> [WORK INSTRUCTION]
Among the entries below, find the lines with the word "leaves" and copy them.

START INFORMATION

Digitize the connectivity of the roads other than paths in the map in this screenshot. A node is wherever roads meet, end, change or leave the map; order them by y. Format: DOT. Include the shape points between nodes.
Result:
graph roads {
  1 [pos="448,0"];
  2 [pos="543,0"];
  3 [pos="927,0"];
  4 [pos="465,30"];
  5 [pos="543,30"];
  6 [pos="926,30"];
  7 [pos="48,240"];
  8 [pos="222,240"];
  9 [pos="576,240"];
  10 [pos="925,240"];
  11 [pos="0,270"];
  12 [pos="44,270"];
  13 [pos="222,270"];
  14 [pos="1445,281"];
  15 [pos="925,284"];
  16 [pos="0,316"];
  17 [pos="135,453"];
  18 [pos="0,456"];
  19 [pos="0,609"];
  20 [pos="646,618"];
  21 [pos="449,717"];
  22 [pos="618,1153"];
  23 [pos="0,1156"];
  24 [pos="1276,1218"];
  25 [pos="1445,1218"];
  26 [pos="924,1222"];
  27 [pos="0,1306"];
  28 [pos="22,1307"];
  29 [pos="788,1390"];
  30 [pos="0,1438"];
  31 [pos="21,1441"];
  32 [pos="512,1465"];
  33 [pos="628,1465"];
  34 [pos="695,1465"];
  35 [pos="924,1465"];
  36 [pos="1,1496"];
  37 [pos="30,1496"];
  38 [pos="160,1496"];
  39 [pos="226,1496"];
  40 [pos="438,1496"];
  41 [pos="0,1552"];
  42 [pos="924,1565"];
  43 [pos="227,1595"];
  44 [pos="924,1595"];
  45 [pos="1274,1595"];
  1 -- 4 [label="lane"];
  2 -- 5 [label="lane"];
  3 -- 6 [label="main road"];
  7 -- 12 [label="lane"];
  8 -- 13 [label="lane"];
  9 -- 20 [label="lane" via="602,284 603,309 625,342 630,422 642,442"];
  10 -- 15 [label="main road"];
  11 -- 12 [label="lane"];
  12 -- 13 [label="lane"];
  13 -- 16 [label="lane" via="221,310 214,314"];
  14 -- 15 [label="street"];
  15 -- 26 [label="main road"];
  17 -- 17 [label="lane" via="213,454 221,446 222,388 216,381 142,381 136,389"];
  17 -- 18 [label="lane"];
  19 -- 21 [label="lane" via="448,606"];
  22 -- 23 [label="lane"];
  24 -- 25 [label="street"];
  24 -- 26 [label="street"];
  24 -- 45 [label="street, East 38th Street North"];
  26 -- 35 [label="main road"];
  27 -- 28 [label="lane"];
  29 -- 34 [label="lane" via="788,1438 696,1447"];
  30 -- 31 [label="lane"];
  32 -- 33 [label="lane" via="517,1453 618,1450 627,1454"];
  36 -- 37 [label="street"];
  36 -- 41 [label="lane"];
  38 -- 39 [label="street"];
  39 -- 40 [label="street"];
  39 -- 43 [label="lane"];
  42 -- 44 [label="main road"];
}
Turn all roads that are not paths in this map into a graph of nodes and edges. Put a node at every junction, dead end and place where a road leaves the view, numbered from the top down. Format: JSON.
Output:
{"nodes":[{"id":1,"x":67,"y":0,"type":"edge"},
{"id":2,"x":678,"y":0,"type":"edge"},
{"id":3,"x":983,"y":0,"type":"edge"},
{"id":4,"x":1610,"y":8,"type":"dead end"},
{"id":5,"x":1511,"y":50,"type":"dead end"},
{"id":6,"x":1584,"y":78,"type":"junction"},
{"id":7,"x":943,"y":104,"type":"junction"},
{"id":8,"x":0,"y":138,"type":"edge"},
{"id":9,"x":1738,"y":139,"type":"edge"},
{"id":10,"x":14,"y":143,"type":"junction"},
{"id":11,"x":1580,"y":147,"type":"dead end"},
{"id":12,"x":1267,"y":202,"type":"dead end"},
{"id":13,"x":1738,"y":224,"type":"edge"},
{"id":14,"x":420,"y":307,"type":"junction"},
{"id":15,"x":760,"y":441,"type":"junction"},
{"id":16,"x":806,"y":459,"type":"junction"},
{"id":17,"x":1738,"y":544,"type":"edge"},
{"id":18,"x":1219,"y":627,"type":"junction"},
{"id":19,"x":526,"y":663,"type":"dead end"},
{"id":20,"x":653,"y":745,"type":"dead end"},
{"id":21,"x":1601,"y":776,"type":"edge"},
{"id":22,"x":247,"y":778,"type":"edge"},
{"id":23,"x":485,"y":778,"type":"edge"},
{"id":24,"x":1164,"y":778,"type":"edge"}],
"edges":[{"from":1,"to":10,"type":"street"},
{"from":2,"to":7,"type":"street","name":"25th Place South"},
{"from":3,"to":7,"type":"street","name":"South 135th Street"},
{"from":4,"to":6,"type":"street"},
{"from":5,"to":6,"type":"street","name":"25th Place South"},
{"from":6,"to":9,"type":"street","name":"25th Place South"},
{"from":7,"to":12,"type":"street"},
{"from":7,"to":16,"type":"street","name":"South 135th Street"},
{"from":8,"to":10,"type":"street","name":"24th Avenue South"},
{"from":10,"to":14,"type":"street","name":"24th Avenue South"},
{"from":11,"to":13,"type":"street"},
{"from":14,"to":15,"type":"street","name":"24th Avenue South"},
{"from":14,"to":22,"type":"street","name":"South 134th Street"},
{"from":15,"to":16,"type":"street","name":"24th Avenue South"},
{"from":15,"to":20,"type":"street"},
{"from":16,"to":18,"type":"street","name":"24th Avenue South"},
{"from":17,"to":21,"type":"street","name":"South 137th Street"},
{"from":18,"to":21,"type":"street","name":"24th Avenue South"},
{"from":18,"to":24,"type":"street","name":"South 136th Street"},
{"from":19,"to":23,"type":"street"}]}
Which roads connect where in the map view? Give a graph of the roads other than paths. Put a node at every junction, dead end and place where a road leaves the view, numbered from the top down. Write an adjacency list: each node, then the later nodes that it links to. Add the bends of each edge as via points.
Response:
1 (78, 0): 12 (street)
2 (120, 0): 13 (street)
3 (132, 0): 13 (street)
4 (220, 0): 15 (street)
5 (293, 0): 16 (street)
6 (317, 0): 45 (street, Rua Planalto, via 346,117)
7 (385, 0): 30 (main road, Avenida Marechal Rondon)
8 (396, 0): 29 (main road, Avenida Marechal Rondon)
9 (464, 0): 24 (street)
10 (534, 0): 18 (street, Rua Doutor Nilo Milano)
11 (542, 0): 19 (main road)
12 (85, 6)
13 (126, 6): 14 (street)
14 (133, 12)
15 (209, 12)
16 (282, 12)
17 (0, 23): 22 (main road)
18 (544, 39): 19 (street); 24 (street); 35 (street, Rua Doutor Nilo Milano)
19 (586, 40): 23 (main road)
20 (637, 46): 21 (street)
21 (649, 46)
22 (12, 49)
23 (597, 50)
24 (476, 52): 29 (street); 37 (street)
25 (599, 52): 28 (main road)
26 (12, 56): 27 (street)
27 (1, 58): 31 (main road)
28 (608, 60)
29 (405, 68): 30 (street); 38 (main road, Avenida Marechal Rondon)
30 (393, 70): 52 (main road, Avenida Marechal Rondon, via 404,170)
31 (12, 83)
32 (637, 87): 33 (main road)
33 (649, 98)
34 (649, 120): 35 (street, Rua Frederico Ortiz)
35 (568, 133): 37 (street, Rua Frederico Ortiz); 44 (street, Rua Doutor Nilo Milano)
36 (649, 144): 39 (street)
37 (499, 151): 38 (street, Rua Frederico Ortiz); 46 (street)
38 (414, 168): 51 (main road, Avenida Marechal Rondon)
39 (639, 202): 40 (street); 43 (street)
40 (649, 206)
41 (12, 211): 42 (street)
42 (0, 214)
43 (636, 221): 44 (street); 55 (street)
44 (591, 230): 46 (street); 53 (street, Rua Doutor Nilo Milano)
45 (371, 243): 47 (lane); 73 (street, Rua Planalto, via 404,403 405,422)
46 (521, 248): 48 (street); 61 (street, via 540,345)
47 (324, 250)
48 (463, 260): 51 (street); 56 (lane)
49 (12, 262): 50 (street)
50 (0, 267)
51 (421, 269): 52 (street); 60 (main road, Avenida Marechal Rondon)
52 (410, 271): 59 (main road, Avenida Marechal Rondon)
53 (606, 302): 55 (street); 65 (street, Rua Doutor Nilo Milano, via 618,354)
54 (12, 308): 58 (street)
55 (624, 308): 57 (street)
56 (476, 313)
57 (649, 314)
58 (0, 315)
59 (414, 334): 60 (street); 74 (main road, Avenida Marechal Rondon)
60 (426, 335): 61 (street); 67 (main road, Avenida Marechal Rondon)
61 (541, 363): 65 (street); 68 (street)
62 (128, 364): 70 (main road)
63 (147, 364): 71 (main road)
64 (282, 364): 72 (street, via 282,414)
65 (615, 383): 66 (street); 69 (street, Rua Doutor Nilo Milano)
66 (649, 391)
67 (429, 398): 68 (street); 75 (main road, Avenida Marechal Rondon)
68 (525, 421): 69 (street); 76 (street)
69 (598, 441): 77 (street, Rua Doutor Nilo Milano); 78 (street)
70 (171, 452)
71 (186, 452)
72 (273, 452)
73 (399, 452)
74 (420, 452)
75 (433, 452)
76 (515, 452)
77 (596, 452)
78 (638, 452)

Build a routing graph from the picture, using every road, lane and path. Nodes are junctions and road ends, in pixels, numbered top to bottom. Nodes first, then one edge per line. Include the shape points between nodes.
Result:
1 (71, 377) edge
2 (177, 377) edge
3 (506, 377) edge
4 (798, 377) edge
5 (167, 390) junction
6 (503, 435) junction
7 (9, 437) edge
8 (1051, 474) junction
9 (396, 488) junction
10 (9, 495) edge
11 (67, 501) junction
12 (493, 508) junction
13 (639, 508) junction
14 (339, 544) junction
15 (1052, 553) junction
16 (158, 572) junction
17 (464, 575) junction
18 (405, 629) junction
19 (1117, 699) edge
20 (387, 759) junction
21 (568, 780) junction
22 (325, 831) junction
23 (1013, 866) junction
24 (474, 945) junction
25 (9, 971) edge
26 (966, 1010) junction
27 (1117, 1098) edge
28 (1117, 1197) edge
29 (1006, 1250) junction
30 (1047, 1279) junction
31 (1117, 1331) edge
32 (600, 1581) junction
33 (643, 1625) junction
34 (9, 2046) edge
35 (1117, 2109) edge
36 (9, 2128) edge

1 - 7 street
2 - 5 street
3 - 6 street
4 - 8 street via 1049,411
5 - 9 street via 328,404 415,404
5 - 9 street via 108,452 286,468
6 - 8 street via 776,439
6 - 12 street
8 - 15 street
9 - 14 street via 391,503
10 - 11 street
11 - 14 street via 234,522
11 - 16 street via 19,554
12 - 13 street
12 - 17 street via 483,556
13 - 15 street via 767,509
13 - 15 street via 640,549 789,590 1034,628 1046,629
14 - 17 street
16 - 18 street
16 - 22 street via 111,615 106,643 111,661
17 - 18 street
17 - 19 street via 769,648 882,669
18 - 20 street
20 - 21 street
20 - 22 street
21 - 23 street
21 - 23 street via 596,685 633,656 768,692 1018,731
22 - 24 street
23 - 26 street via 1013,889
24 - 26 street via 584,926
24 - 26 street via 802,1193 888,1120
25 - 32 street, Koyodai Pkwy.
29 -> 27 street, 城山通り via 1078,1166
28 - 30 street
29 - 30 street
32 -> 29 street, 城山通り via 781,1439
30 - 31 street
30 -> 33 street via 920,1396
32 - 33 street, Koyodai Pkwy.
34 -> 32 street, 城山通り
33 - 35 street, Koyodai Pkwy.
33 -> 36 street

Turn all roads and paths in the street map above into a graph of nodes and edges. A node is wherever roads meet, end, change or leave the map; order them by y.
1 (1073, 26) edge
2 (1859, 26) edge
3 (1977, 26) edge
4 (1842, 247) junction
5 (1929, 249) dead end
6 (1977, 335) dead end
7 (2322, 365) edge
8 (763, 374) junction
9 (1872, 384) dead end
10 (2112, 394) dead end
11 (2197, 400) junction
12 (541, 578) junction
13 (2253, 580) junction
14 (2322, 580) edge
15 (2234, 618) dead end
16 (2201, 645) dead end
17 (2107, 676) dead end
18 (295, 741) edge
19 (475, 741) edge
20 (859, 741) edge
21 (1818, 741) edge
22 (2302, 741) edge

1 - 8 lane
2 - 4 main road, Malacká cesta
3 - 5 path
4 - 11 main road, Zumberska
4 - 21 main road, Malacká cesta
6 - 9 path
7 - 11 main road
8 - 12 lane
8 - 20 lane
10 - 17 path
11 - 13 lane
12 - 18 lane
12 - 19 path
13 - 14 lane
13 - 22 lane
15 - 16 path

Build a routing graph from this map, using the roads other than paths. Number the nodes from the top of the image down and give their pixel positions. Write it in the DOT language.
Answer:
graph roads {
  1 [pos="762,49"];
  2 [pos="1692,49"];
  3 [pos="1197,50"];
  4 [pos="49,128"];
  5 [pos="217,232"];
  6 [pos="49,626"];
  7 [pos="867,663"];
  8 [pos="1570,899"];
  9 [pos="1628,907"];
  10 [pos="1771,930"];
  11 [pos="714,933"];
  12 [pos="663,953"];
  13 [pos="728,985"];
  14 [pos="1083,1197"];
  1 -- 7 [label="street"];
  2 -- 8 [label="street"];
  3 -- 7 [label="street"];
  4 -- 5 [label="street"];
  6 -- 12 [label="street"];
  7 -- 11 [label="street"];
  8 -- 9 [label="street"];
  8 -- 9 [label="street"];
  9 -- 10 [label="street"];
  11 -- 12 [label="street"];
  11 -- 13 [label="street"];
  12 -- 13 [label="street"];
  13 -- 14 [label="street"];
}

END INFORMATION

> [ANSWER TO THE EXERCISE]
Turn all roads that are not paths in this map into a graph of nodes and edges. Put a node at every junction, dead end and place where a road leaves the view, numbered from the top down. Format: JSON.
Which roads connect where in the map view? Give a graph of the roads other than paths. Put a node at every junction, dead end and place where a road leaves the view, numbered from the top down. Write an adjacency list: each node, then the later nodes that it links to. Add the bends of each edge as via points.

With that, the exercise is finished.